This Week in Real Estate – 28th January 2023
Qld Tops Nation’s Economy
Queensland has become the top-ranked Australian state in the latest CommSec State of the States report, due to its strong performance in multiple industries, as well as nation-leading population growth.
According to the report, Queensland has the strongest relative population growth rate in Australia, at 2% annually, which is 30% higher than the decade average.
The Federal Government’s Population Statement forecasts that Queensland will remain the fastest-growing state at least until 2024.
It’s the first time in the 13-year history of the State of the States report that Queensland has ranked No.1.
CommSec chief economist Craig James attributes the success to the state’s diversified economy, which is supported by solid mining, energy and tourism sectors and internal migration.
On five of the eight economic indicators, Queensland has annual growth rates that exceed the national average. This puts Queensland ahead of the other states in terms of economic momentum.
Queensland has the strongest jobs market in the country, with unemployment at 3.6% in December.
Gold Coast Units Outshine Houses
Apartments across the Gold Coast have been rising at record rates, with no end in sight.
According to SQM Research, unit numbers double the number of houses in the Gold Coast Main region. Throughout the early days of the pandemic, the number of units to houses was almost exactly double: March 2020 figures showed 2,299 units and 1,157 houses were on the market.
That trend continued through most of the pandemic, with the latest SQM Research figures showing December 2022 had 1,489 units on market, compared to 816 houses.
Part of the popularity of apartments is their relative affordability. Asking prices for houses in the Gold Coast Main region are typically double that of units, with the latest SQM data showing houses going for $1.4 million on average and units $700,000.

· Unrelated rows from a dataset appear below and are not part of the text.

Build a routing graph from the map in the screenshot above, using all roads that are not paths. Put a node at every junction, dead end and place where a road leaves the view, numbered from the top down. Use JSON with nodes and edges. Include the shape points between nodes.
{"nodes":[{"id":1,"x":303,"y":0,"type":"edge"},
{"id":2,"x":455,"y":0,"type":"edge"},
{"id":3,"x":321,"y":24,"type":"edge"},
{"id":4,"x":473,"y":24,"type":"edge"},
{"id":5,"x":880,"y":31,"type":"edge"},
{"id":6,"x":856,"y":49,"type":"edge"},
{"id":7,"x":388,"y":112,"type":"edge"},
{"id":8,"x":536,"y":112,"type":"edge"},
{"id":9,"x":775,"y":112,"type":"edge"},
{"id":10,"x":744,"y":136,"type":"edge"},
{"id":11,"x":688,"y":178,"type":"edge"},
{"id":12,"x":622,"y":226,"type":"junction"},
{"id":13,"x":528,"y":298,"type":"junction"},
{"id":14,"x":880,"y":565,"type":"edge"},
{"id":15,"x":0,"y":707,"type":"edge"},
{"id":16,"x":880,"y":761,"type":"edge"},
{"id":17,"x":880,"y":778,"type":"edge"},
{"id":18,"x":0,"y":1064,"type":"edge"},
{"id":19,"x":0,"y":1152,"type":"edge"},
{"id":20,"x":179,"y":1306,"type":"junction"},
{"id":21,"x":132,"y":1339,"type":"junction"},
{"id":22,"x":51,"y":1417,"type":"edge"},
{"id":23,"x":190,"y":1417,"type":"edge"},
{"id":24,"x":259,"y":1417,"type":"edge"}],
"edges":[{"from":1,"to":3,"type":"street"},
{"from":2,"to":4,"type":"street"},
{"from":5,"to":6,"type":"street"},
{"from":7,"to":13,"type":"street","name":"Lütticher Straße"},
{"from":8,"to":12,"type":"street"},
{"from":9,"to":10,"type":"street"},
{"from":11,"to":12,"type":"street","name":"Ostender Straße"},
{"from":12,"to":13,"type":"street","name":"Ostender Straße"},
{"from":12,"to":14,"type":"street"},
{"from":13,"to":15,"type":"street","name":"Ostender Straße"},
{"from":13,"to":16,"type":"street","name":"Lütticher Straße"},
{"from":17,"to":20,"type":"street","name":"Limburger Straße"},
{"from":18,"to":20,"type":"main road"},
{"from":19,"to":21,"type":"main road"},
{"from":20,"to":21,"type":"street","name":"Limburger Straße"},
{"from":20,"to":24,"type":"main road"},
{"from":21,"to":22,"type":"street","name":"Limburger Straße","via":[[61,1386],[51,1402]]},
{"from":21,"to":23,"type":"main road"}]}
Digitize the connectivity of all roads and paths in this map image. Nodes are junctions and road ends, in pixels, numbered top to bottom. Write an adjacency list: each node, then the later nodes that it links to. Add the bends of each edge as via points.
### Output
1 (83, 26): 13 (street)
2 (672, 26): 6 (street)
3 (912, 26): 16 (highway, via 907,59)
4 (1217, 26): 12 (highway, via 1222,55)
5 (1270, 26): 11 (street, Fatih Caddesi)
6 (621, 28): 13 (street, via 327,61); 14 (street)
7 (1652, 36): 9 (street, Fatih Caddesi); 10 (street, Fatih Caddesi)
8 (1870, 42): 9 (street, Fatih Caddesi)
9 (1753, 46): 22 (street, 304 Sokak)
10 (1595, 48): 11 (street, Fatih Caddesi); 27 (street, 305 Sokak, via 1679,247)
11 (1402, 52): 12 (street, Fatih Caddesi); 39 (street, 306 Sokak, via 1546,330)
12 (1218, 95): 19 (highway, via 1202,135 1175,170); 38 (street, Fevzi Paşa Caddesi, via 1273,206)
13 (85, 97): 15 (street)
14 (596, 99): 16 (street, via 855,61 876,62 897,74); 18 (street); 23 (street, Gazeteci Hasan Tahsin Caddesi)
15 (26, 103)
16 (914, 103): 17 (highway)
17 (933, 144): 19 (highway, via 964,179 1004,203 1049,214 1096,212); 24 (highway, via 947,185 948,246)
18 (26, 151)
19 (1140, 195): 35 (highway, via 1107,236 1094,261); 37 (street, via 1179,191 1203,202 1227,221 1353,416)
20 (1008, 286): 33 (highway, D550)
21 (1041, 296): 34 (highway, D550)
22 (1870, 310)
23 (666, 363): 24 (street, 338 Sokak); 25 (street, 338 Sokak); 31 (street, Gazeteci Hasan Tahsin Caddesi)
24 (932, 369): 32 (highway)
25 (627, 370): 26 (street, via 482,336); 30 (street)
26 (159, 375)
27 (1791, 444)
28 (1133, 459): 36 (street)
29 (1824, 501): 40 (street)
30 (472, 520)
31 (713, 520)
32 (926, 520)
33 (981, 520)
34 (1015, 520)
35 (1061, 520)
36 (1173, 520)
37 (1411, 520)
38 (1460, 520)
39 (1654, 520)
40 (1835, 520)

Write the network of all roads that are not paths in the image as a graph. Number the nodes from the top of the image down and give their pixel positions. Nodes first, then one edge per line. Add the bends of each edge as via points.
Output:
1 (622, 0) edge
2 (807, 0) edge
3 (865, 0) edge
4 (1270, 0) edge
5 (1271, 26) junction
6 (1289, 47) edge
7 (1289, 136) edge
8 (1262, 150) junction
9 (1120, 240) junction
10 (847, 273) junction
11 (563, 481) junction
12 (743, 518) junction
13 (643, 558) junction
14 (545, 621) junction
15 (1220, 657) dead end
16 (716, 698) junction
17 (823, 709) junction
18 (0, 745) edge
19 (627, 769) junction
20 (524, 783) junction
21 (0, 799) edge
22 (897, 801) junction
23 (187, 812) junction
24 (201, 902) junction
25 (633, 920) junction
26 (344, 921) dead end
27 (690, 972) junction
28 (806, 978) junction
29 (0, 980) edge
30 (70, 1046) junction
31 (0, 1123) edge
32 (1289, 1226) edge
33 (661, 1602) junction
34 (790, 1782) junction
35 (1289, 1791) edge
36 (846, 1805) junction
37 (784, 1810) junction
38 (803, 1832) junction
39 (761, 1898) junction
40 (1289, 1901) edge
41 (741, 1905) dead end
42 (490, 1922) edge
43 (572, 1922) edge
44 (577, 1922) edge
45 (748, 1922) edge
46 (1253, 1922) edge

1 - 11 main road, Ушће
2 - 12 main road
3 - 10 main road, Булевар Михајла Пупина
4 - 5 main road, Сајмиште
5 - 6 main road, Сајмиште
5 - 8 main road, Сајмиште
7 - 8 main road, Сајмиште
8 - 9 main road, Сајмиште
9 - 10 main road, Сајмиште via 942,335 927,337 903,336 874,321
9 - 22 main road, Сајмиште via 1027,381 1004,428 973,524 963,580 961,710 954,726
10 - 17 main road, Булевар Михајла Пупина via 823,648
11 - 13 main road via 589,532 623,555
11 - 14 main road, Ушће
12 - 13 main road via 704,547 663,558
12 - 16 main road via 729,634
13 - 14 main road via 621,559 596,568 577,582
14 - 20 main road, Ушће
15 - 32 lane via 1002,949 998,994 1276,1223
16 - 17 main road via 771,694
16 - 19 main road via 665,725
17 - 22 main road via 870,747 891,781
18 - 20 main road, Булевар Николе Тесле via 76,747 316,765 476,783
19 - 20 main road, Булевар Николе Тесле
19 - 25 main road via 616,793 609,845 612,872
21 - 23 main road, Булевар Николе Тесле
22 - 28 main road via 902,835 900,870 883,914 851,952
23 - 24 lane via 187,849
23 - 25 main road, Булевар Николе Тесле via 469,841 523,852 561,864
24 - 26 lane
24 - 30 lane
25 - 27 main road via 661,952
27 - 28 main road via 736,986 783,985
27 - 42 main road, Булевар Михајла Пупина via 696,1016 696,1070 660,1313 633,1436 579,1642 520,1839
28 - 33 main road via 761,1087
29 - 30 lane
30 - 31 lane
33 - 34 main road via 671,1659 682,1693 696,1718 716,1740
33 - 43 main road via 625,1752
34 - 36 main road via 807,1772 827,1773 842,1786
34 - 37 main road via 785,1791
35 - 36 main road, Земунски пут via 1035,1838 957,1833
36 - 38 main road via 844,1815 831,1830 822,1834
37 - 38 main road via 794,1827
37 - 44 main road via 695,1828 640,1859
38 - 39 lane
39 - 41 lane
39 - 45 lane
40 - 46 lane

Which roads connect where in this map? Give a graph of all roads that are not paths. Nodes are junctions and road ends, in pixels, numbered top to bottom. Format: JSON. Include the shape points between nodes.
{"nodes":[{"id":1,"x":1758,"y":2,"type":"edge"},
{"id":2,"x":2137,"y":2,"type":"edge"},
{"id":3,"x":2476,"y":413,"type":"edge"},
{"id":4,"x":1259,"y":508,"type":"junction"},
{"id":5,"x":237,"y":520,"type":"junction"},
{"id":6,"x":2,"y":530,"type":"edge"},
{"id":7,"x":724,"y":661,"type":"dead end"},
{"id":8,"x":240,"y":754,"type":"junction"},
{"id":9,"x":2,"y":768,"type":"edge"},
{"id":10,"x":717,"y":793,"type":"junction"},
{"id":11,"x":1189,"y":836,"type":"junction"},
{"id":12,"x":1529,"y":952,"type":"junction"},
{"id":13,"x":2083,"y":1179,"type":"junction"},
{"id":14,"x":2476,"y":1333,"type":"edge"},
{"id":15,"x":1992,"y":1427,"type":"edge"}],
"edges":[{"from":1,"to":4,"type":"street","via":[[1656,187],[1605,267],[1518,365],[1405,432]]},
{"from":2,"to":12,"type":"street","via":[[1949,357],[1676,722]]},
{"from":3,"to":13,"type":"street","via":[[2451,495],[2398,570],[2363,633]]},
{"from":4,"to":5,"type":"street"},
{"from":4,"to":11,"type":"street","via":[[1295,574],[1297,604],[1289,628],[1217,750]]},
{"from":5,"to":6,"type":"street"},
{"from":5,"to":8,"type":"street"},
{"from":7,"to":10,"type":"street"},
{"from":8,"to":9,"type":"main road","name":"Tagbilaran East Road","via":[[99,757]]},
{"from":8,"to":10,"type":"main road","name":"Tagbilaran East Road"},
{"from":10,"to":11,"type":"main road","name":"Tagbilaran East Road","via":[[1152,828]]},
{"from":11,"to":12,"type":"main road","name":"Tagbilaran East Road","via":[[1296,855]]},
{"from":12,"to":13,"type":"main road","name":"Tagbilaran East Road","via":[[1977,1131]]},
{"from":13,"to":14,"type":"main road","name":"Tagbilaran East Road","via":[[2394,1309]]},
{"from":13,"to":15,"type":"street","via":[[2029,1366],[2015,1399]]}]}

But some Gold Coast’s developments are averaging a lot more. The $435 million Royale Gold Coast apartment block sold ten properties for over $38 million in just two months (October and November).
Quote of the Week
“Lending to property investors has been below its long-term average since early 2017. Banks have charged investors higher interest rates, we’ve had credit-growth limits on investor lending, state governments have put up land tax and all of this combined has seen fewer investors entering the market but also more investors exiting the market.”
Cameron Kusher, PropTrack
Arrivals Boost Business, Property
ABS figures show the number of people arriving in Australia is quickly recovering since February when the international border opened.
There were 1.2 million arrivals in December, the highest since the reopening. Westpac economist Ryan Wells noted that arrivals and departures have already exceeded 50% of their pre-Covid levels, with the three-month average growth rate for arrivals being 11.4%.
Wells also noted that net arrivals among key visa categories have shifted from net outflows to a historic recovery, especially among temporary workers and students.
The Federal Government’s official forecast for net overseas migration assumes 235,000 in 2022-23. Wells said the evidence suggests this number would be exceeded.
Property Investors Council of Australia chair Ben Kingsley says stronger immigration will add to housing demand. However, he also noted that many new immigrants will have building trades, which could put downward pressure on the cost of new home construction.
Rental markets are facing unprecedented pressure due to a combination of increasing demand and insufficient supply
Rental Markets To Get Tighter
Rental markets are expected to become even tighter in 2023. A new report from PropTrack finds that enquiries per rental listing are up 31%, while the number of available listings has decreased 26% compared to the same time last year – the lowest they’ve been since 2003.
The biggest decreases were seen in Sydney and Melbourne, while regional markets have seen a slight easing of demand, with total rental listings increasing 9.8% year-on-year.
Rents in both capital and regional areas have increased, with a 10% annual rise in capital cities and 7.1% in regional areas.
Experts suggest that the most effective way to ease rental pressures is to encourage investors to buy rental properties. Shaun Bond, an economist from the University of Queensland, says corporate investors could also play a role in alleviating the current pressure in the rental market.
“This is the build-to-rent market, where large investors build apartments that could be rented out,” Professor Bond says. “That would help bring on large supply relatively quickly.”
Mortgage “Cliff” Claims Overstated
Despite media claims of a mortgage “cliff” leading to a drastic drop in consumer spending, recent evidence suggests that the impact of higher interest rates on the Australian economy will be minimal.
According to a report by investment bank Citi, only 4% of households are expected to be affected by the rollover from lower fixed rates to higher variable rates, with most of these households in the higher income brackets.
Furthermore, households are better placed to manage the transition due to higher savings rates.
Finally, the report determined that the impact of travel spending normalizing could be more of a threat to retailers than the mortgage cliff.
All in all, the evidence suggests that the fear of the mortgage cliff is “overstated” and the impact of rising interest rates on the economy will be minimal.
“Low to middle income earners facing the so-called mortgage cliff represent only around 4% of all households,” says Citi analyst Adrian Lemme.